İnançlara ve düşüncelere ambargo uygulamak düşüncelere kilit vurmak demektir. Böyle olunca nasıl çağı yakalayacak toplum, nasıl kalkınma hızına erişecek, nasıl bilim insanları yeni icatlar keşifler yaratarak insanlığın hizmetine sunacaklar. Aydın ve bilim adamlar nasıl yetiştirilip çoğaltılacaklar. İnanç ve düşüncelere vurulan vurulmaya çalışılan kelepçeler toplumu karanlığa çağın gerisine taşır. İnsanlar, toplumlar bilim yuvaları yıkılırken ahlak düzeni bozulur. İnançlar ve düşünceler özgür olmaktan uzaklaşır korku sindirme başlar. Miskinleşmiş, sessizleşmiş ürkek insanların oluşturduğu ülke haline dönüşülür.
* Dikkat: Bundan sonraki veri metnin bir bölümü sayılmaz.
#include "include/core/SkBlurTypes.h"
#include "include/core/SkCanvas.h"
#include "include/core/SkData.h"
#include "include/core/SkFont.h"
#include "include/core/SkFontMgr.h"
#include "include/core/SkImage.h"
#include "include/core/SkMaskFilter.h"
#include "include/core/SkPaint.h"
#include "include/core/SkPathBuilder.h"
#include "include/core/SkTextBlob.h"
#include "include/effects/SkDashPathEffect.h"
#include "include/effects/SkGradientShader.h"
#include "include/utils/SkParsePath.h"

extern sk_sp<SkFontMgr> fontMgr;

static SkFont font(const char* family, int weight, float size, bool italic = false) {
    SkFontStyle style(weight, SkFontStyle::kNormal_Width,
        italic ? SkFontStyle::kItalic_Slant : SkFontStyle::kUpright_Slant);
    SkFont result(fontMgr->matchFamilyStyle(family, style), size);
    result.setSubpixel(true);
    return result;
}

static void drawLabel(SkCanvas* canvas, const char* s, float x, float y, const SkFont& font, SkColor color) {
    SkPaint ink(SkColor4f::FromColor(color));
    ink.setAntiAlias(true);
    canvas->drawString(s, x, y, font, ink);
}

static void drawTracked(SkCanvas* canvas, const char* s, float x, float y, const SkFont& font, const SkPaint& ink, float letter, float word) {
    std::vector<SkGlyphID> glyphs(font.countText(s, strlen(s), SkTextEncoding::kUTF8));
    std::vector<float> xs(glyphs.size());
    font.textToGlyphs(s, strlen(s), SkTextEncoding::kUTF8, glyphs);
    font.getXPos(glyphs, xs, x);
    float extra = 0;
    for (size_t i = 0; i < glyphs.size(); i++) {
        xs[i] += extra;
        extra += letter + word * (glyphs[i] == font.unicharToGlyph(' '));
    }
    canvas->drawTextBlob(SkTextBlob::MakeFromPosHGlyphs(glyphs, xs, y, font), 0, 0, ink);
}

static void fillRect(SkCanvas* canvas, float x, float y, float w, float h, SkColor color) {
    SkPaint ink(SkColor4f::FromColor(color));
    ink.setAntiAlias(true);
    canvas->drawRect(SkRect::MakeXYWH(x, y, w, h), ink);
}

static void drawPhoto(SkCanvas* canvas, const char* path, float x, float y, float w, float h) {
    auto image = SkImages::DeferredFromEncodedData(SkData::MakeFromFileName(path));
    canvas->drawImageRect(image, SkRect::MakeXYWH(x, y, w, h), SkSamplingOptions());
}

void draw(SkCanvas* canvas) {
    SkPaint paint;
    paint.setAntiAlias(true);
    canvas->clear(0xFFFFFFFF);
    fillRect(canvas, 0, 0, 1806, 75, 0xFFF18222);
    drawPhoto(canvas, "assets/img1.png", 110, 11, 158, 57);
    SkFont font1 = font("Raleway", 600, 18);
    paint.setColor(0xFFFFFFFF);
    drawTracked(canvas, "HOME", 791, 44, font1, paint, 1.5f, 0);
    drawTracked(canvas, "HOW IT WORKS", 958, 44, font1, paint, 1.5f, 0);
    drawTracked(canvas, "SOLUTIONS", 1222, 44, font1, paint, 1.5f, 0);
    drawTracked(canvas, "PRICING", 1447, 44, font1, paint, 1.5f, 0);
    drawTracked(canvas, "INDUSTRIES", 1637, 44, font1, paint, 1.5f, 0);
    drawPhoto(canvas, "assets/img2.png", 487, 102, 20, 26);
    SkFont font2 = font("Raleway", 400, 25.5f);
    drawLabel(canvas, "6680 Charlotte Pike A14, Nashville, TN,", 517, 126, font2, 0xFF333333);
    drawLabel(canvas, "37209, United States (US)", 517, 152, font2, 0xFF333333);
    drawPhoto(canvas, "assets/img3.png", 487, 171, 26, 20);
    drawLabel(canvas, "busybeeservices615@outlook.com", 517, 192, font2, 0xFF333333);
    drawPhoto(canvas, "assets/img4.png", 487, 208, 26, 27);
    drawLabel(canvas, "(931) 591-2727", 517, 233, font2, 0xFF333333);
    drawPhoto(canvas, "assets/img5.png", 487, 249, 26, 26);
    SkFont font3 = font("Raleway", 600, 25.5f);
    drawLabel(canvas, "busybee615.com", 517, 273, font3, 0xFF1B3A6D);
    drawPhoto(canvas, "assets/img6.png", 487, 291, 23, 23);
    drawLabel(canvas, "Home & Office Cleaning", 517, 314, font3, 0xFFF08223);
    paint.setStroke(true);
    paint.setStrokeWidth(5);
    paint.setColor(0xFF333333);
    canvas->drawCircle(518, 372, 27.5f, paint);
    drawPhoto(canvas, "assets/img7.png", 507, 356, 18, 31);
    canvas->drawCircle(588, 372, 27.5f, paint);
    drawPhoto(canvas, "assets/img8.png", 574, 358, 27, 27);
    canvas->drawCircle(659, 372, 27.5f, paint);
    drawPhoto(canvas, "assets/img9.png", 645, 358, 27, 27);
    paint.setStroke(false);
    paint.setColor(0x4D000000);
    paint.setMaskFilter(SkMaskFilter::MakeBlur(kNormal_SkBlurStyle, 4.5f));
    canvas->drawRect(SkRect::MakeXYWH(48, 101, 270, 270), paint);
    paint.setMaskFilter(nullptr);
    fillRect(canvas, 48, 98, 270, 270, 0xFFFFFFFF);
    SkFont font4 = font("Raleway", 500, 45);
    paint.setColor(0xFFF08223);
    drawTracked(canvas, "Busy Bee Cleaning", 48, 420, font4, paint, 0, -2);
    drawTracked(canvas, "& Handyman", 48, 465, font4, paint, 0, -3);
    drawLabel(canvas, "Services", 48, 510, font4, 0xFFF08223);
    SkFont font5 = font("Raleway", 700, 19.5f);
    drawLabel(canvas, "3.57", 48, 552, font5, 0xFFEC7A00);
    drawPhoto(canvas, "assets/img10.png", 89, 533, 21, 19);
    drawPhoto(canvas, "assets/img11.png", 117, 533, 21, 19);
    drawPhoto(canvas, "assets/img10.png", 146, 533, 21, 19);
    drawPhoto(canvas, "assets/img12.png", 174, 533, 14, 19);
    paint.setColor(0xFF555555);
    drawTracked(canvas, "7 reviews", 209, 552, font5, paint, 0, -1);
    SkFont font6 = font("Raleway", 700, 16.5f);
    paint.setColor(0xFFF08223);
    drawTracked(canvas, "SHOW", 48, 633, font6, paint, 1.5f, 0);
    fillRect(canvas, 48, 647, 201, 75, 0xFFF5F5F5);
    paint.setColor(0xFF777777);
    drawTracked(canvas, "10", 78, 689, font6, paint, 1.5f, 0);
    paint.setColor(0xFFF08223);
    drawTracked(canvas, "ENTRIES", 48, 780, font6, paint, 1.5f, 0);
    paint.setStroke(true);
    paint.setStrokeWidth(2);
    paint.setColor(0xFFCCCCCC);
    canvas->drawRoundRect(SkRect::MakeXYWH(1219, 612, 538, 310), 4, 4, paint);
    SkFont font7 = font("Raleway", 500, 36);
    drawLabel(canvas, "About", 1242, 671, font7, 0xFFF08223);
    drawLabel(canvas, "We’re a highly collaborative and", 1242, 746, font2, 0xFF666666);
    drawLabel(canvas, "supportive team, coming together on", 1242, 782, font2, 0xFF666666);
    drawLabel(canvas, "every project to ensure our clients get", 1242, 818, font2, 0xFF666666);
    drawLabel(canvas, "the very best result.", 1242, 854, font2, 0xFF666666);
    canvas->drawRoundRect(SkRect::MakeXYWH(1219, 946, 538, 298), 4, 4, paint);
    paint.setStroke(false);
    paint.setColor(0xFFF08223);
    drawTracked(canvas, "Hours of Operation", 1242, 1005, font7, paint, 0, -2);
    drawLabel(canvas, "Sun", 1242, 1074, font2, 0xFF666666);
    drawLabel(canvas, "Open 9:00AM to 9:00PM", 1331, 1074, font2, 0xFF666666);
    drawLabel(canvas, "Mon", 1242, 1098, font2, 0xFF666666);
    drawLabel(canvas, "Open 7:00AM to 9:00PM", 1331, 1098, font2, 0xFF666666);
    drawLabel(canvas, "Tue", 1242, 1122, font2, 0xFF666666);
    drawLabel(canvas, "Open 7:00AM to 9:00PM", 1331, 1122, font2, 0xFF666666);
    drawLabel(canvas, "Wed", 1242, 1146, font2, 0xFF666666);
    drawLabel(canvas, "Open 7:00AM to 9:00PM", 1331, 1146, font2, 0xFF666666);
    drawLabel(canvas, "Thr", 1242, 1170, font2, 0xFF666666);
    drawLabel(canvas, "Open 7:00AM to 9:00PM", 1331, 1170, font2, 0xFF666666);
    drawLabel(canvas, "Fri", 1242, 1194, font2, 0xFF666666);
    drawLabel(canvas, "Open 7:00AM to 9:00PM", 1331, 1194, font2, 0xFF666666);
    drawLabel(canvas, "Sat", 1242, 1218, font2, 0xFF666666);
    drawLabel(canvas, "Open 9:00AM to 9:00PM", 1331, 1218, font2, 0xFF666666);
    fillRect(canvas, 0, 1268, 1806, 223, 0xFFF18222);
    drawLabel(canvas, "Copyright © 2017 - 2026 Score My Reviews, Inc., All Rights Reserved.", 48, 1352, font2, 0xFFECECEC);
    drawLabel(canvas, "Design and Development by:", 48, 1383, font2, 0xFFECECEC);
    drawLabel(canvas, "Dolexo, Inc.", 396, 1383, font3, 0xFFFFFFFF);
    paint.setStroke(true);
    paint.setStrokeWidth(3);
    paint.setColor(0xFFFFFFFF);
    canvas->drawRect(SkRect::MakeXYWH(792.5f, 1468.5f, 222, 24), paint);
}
İnsan olarak inançlarımızda ve düşüncelerimizde özgürlüğümüzü yaşayabilmek için hep okuyalım. Hangi türde hangi konularda olursa olsun görsel, yazımsal her eseri imkânımız nispetinde okuyalım derim. Düşüncelerimizi gerçeğe, doğruya, güzele yönlendirelim. Bu gün dünya ülkelerine baktığımız da her yönde kalkınmışlığı yakalayanlar inanç ve düşüncelerinde özgürlüğü sahiplenenler. Boş vakitlerinde ellerinden kitapları bırakmayanlar. Kahve köşelerinde zamanlarını boşa harcamayanlar. Hiç kimsenin etkisi altında kalmadan özgür irademizle, soralım sorgulayalım, soruşturalım, inceleyelim, araştıralım gerçeğe ulaşmak için fırsat buldukça okuyalım.
İnanç ve düşünce özgürlüğümüze helal getirmemek için davranış ve ilişkilerimizde dikkat edeceğimiz konuları şöyle sıralaya biliriz. Başkalarının etki alanına girmeyelim. Yanlış bulduğumuz görüşlerin gerçeğe uymadığına ikna olduğumuz durumlardan uzak kalalım. Müritlik sevdasına kendimizi kaptırıp başkalarına biat etmeyelim. Başkalarının inanç ve iman edilmesi gerektiğini söyledikleri yalanlara kendimizi kaptırmayalım.
Başkalarının veya birilerinin peşine takılıp hayatımızı köleleştirmeyelim. Kendimiz olalım ve kimliğimizi kaybederek onun bunun adamı durumuna düşmeyelim. İnanç ve düşüncelerimizi gerçeklerden uzaklaştırmadan başkalarının görüşlerini düşüncelerini irdeleyelim ve sorgulayalım. Bunların sonuçlarından kendimize olumlu paylar çıkaralım. Bilgi dağarcığımıza insanlığa yakışır olanlarla takviye edelim.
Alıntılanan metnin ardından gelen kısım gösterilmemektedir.